▶ _WHAT NEEDS TO BE DONE_:
Each record is to be repeated exactly as it stands below.

▶ _DATA EXCERPTS_:
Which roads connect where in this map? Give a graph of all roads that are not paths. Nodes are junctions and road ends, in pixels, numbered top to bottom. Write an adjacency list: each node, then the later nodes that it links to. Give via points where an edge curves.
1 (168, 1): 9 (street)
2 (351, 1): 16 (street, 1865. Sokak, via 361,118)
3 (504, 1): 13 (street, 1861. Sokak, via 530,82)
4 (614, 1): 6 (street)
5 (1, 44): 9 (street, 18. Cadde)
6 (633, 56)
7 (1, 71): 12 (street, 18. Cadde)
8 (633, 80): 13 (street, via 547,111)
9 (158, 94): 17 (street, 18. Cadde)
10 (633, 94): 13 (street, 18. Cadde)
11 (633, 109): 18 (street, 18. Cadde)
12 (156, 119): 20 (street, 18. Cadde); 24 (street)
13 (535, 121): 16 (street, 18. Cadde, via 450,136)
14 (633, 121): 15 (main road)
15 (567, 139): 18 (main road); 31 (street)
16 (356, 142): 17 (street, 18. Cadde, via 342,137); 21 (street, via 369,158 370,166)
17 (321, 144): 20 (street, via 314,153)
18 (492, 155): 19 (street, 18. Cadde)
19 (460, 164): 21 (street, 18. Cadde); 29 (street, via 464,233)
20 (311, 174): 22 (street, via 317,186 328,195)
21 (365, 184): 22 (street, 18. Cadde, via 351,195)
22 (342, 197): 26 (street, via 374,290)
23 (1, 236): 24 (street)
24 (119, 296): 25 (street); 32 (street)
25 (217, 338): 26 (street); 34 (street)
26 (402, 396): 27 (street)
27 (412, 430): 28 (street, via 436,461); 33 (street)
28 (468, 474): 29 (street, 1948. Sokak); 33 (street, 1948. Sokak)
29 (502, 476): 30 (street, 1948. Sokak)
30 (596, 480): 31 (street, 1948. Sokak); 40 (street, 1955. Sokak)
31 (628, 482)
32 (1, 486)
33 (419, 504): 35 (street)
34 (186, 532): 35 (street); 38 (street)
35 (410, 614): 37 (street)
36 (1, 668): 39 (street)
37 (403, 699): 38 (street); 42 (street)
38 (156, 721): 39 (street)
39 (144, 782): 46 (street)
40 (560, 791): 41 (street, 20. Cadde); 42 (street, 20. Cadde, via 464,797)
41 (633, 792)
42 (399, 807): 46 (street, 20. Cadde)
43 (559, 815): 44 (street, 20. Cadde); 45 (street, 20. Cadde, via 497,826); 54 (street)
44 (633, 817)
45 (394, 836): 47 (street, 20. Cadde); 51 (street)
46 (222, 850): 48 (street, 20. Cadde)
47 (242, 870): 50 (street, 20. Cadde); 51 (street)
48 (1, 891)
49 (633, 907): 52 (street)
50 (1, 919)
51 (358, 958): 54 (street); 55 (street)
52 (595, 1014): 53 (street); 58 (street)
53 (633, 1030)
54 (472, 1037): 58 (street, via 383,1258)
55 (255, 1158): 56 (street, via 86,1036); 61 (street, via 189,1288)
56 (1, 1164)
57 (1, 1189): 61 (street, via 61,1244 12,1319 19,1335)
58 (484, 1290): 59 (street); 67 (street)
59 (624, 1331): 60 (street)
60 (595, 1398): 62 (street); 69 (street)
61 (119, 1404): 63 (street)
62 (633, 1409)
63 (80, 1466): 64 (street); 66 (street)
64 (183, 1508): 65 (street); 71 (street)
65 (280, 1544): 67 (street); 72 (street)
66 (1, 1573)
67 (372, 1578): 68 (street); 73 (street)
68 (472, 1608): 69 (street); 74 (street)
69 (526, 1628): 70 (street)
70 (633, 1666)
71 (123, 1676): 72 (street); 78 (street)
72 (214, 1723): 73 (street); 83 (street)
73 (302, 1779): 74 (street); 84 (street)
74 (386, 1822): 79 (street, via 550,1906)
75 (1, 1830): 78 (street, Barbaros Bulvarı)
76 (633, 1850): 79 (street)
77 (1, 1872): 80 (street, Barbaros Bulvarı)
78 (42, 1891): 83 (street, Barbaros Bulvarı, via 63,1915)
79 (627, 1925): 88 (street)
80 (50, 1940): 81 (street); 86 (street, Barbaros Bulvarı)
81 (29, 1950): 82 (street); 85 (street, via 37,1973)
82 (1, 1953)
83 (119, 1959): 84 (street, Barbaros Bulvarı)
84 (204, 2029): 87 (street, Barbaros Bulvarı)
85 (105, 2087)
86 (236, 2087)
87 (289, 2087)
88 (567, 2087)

▶ _EXERCISE RESPONSE_:
Which roads connect where in this map? Give a graph of all roads that are not paths. Nodes are junctions and road ends, in pixels, numbered top to bottom. Write an adjacency list: each node, then the later nodes that it links to. Give via points where an edge curves.
1 (168, 1): 9 (street)
2 (351, 1): 16 (street, 1865. Sokak, via 361,118)
3 (504, 1): 13 (street, 1861. Sokak, via 530,82)
4 (614, 1): 6 (street)
5 (1, 44): 9 (street, 18. Cadde)
6 (633, 56)
7 (1, 71): 12 (street, 18. Cadde)
8 (633, 80): 13 (street, via 547,111)
9 (158, 94): 17 (street, 18. Cadde)
10 (633, 94): 13 (street, 18. Cadde)
11 (633, 109): 18 (street, 18. Cadde)
12 (156, 119): 20 (street, 18. Cadde); 24 (street)
13 (535, 121): 16 (street, 18. Cadde, via 450,136)
14 (633, 121): 15 (main road)
15 (567, 139): 18 (main road); 31 (street)
16 (356, 142): 17 (street, 18. Cadde, via 342,137); 21 (street, via 369,158 370,166)
17 (321, 144): 20 (street, via 314,153)
18 (492, 155): 19 (street, 18. Cadde)
19 (460, 164): 21 (street, 18. Cadde); 29 (street, via 464,233)
20 (311, 174): 22 (street, via 317,186 328,195)
21 (365, 184): 22 (street, 18. Cadde, via 351,195)
22 (342, 197): 26 (street, via 374,290)
23 (1, 236): 24 (street)
24 (119, 296): 25 (street); 32 (street)
25 (217, 338): 26 (street); 34 (street)
26 (402, 396): 27 (street)
27 (412, 430): 28 (street, via 436,461); 33 (street)
28 (468, 474): 29 (street, 1948. Sokak); 33 (street, 1948. Sokak)
29 (502, 476): 30 (street, 1948. Sokak)
30 (596, 480): 31 (street, 1948. Sokak); 40 (street, 1955. Sokak)
31 (628, 482)
32 (1, 486)
33 (419, 504): 35 (street)
34 (186, 532): 35 (street); 38 (street)
35 (410, 614): 37 (street)
36 (1, 668): 39 (street)
37 (403, 699): 38 (street); 42 (street)
38 (156, 721): 39 (street)
39 (144, 782): 46 (street)
40 (560, 791): 41 (street, 20. Cadde); 42 (street, 20. Cadde, via 464,797)
41 (633, 792)
42 (399, 807): 46 (street, 20. Cadde)
43 (559, 815): 44 (street, 20. Cadde); 45 (street, 20. Cadde, via 497,826); 54 (street)
44 (633, 817)
45 (394, 836): 47 (street, 20. Cadde); 51 (street)
46 (222, 850): 48 (street, 20. Cadde)
47 (242, 870): 50 (street, 20. Cadde); 51 (street)
48 (1, 891)
49 (633, 907): 52 (street)
50 (1, 919)
51 (358, 958): 54 (street); 55 (street)
52 (595, 1014): 53 (street); 58 (street)
53 (633, 1030)
54 (472, 1037): 58 (street, via 383,1258)
55 (255, 1158): 56 (street, via 86,1036); 61 (street, via 189,1288)
56 (1, 1164)
57 (1, 1189): 61 (street, via 61,1244 12,1319 19,1335)
58 (484, 1290): 59 (street); 67 (street)
59 (624, 1331): 60 (street)
60 (595, 1398): 62 (street); 69 (street)
61 (119, 1404): 63 (street)
62 (633, 1409)
63 (80, 1466): 64 (street); 66 (street)
64 (183, 1508): 65 (street); 71 (street)
65 (280, 1544): 67 (street); 72 (street)
66 (1, 1573)
67 (372, 1578): 68 (street); 73 (street)
68 (472, 1608): 69 (street); 74 (street)
69 (526, 1628): 70 (street)
70 (633, 1666)
71 (123, 1676): 72 (street); 78 (street)
72 (214, 1723): 73 (street); 83 (street)
73 (302, 1779): 74 (street); 84 (street)
74 (386, 1822): 79 (street, via 550,1906)
75 (1, 1830): 78 (street, Barbaros Bulvarı)
76 (633, 1850): 79 (street)
77 (1, 1872): 80 (street, Barbaros Bulvarı)
78 (42, 1891): 83 (street, Barbaros Bulvarı, via 63,1915)
79 (627, 1925): 88 (street)
80 (50, 1940): 81 (street); 86 (street, Barbaros Bulvarı)
81 (29, 1950): 82 (street); 85 (street, via 37,1973)
82 (1, 1953)
83 (119, 1959): 84 (street, Barbaros Bulvarı)
84 (204, 2029): 87 (street, Barbaros Bulvarı)
85 (105, 2087)
86 (236, 2087)
87 (289, 2087)
88 (567, 2087)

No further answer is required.